## Problem
Would you copy only the lines below, beginning with the one that contains "Task: Give me" and running through the last entry line?

Segment Start: Data extracts

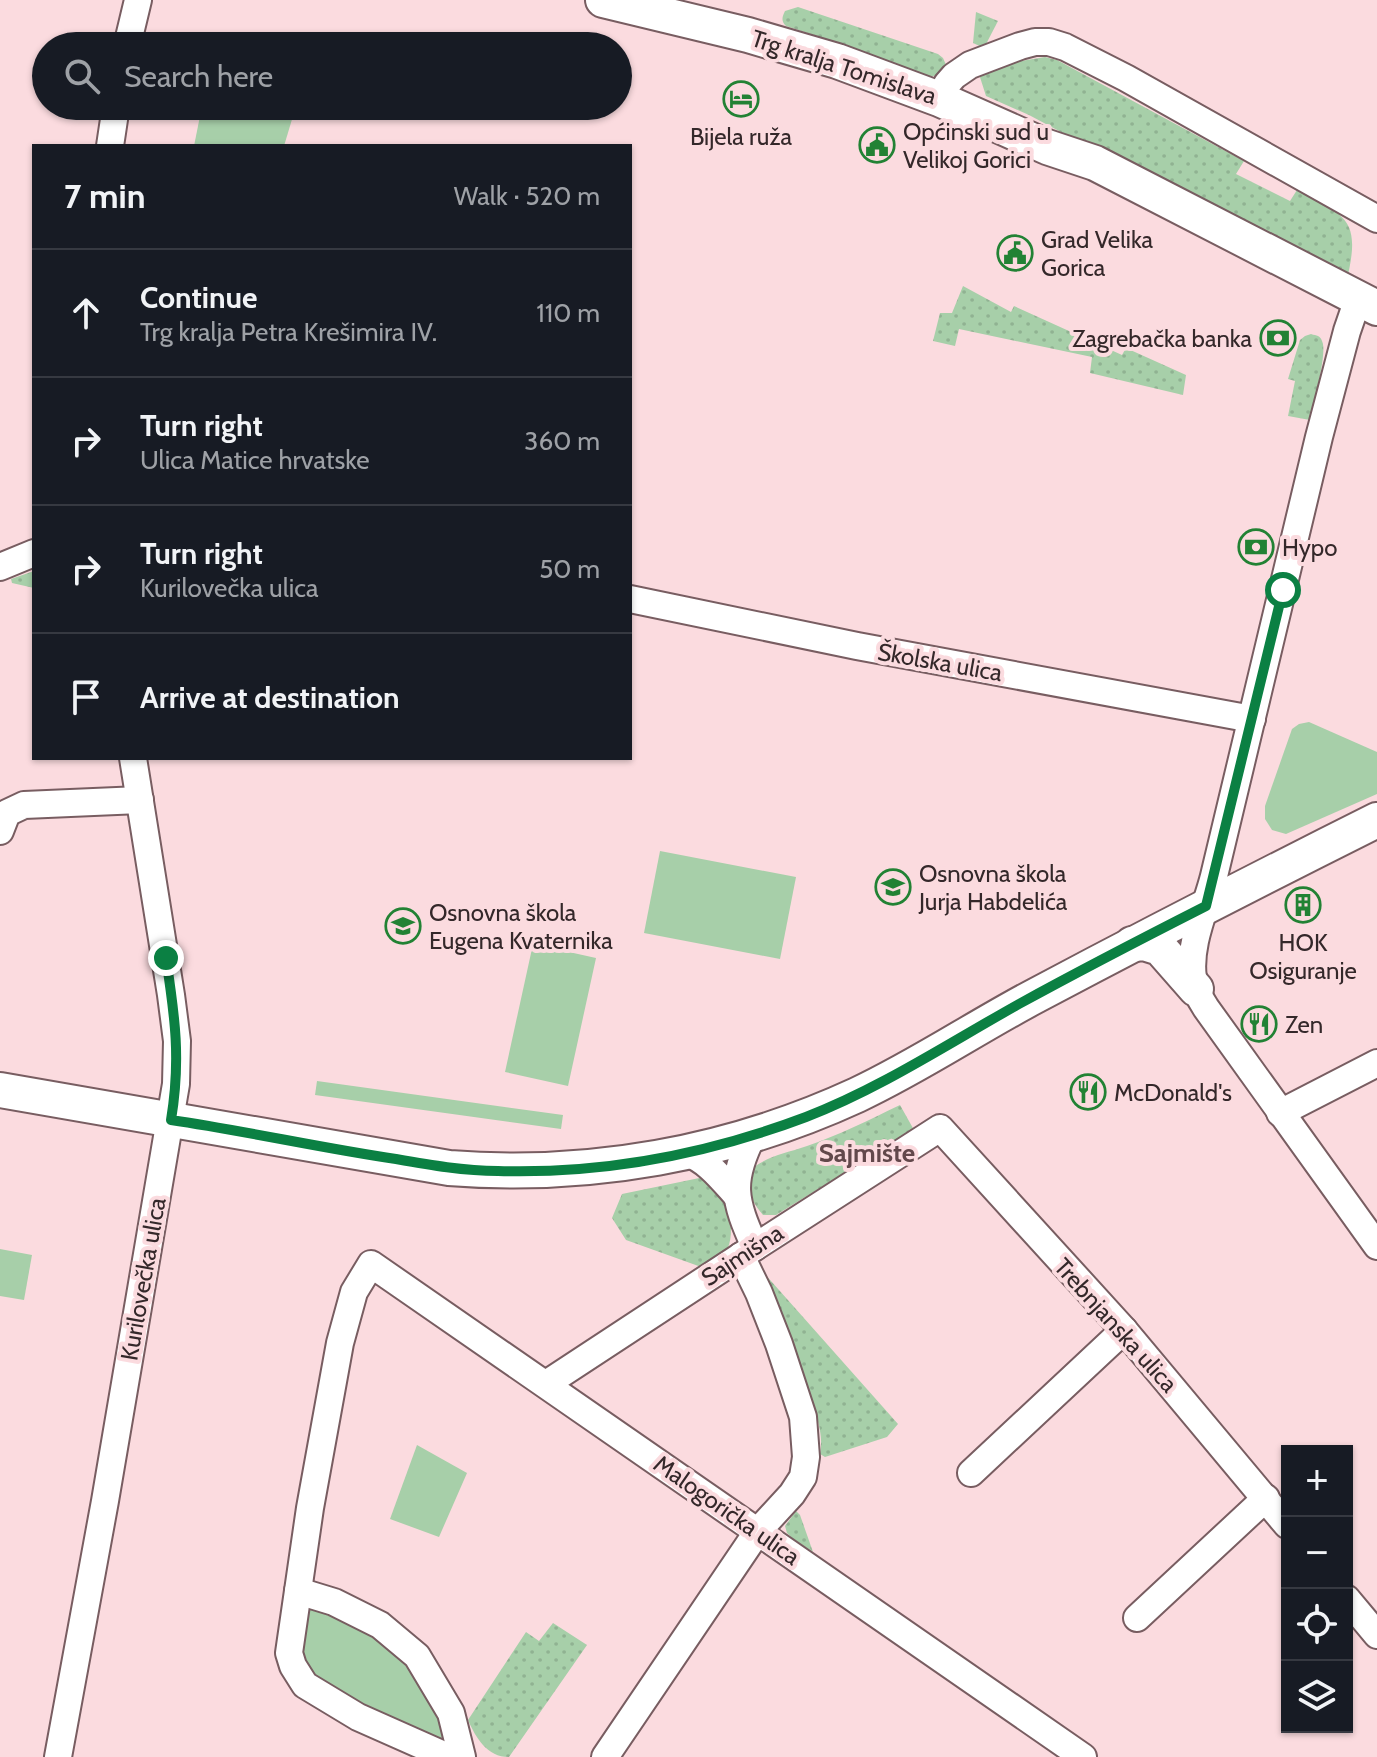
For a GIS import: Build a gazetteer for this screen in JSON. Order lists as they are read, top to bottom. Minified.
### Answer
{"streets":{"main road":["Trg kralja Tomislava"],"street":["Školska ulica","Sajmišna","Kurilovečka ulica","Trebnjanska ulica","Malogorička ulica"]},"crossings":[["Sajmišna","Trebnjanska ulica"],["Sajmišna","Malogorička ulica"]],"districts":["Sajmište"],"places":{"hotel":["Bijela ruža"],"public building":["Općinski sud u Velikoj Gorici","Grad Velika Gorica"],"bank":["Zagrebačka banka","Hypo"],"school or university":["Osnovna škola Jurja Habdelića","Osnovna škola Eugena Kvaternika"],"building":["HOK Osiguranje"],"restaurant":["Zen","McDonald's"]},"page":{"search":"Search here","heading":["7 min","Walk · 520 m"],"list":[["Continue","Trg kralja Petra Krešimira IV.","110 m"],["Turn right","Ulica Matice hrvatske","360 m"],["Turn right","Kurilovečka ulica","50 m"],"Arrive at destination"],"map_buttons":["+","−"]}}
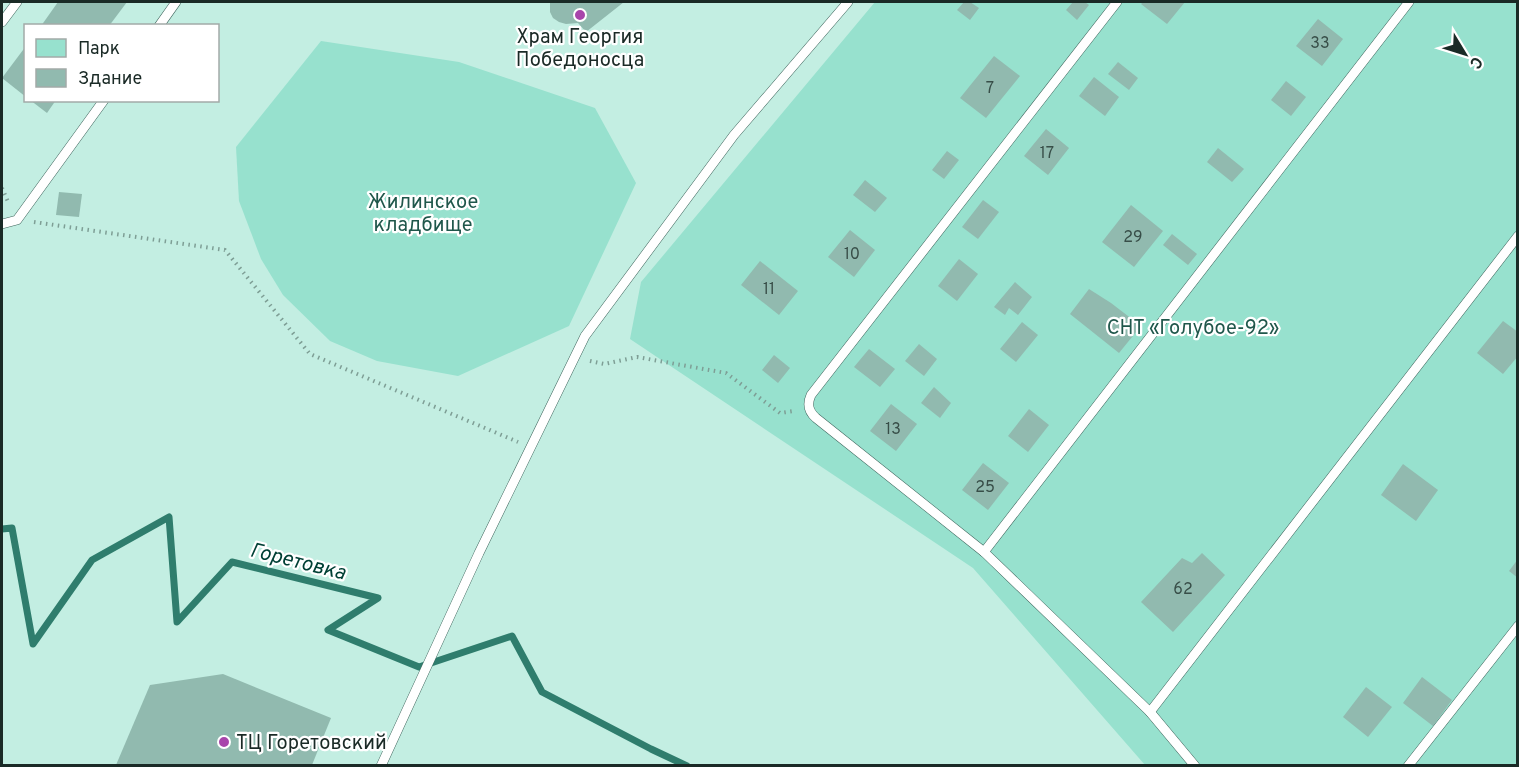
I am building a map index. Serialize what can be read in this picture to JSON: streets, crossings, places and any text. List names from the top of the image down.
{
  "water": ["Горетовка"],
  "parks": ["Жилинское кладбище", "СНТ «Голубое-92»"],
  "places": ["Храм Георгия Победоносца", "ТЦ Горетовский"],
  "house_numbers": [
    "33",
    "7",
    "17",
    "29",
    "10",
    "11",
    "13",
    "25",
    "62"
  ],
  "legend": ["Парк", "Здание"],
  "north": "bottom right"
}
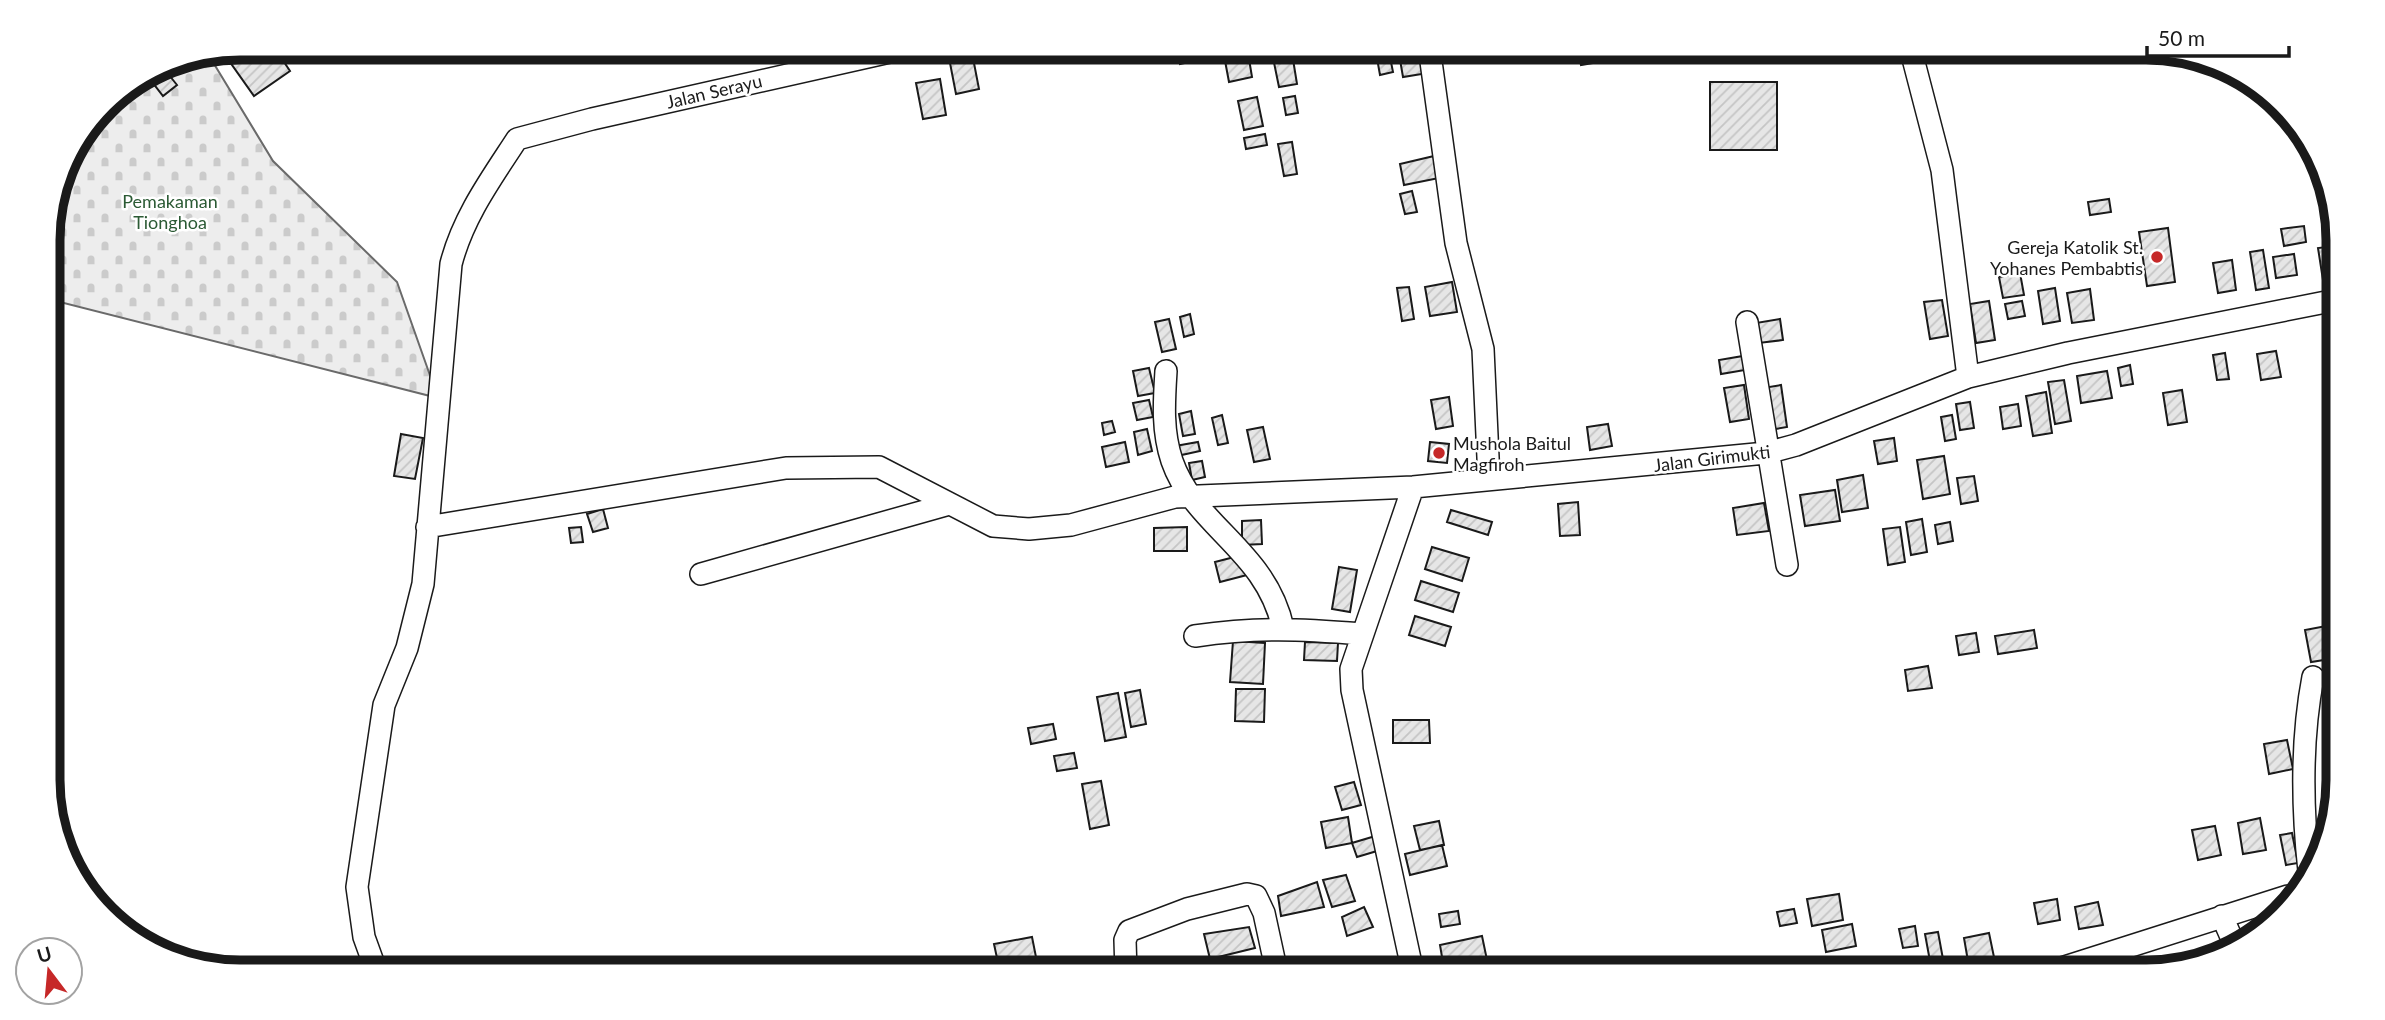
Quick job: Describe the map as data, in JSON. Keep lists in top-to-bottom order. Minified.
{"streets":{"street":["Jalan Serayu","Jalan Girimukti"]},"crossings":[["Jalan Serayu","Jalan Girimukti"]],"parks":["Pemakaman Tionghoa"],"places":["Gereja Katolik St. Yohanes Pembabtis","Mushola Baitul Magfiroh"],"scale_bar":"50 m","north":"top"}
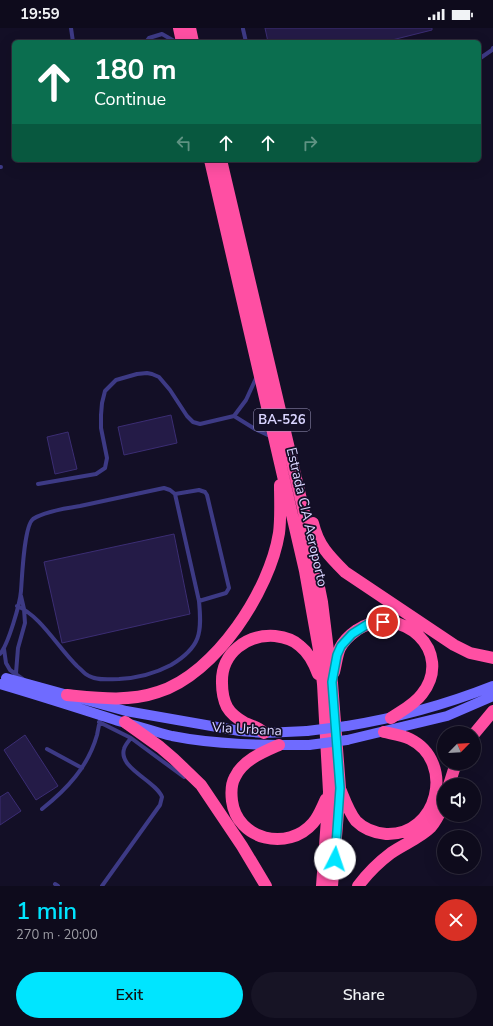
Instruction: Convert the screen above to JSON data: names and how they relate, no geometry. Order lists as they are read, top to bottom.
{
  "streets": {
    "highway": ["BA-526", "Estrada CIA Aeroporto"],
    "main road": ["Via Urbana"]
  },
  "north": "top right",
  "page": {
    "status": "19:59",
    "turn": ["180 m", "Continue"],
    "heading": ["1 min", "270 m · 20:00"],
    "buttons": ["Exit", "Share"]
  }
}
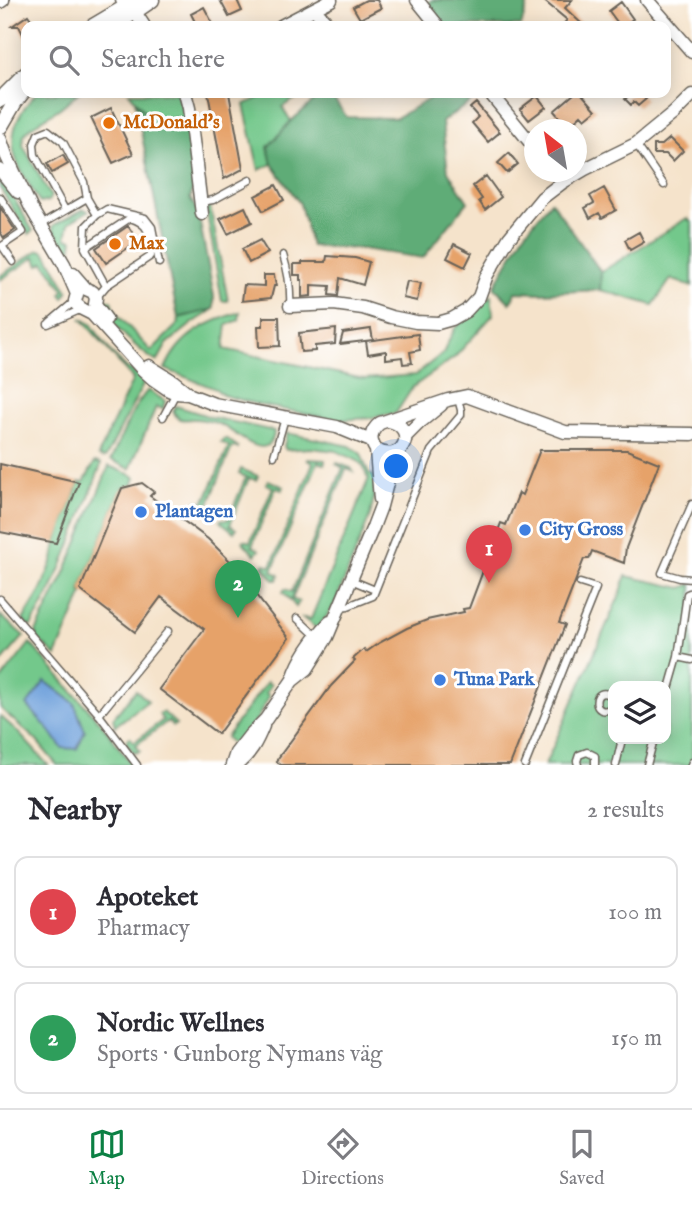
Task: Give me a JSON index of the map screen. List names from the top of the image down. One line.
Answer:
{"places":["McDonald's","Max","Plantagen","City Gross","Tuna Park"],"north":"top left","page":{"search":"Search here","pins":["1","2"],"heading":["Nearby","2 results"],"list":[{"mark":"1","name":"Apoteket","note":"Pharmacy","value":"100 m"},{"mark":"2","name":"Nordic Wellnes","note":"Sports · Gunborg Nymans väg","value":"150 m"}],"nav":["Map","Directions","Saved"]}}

Segment End: Data extracts

## Answer to this problem
Task: Give me a JSON index of the map screen. List names from the top of the image down. One line.
Answer:
{"places":["McDonald's","Max","Plantagen","City Gross","Tuna Park"],"north":"top left","page":{"search":"Search here","pins":["1","2"],"heading":["Nearby","2 results"],"list":[{"mark":"1","name":"Apoteket","note":"Pharmacy","value":"100 m"},{"mark":"2","name":"Nordic Wellnes","note":"Sports · Gunborg Nymans väg","value":"150 m"}],"nav":["Map","Directions","Saved"]}}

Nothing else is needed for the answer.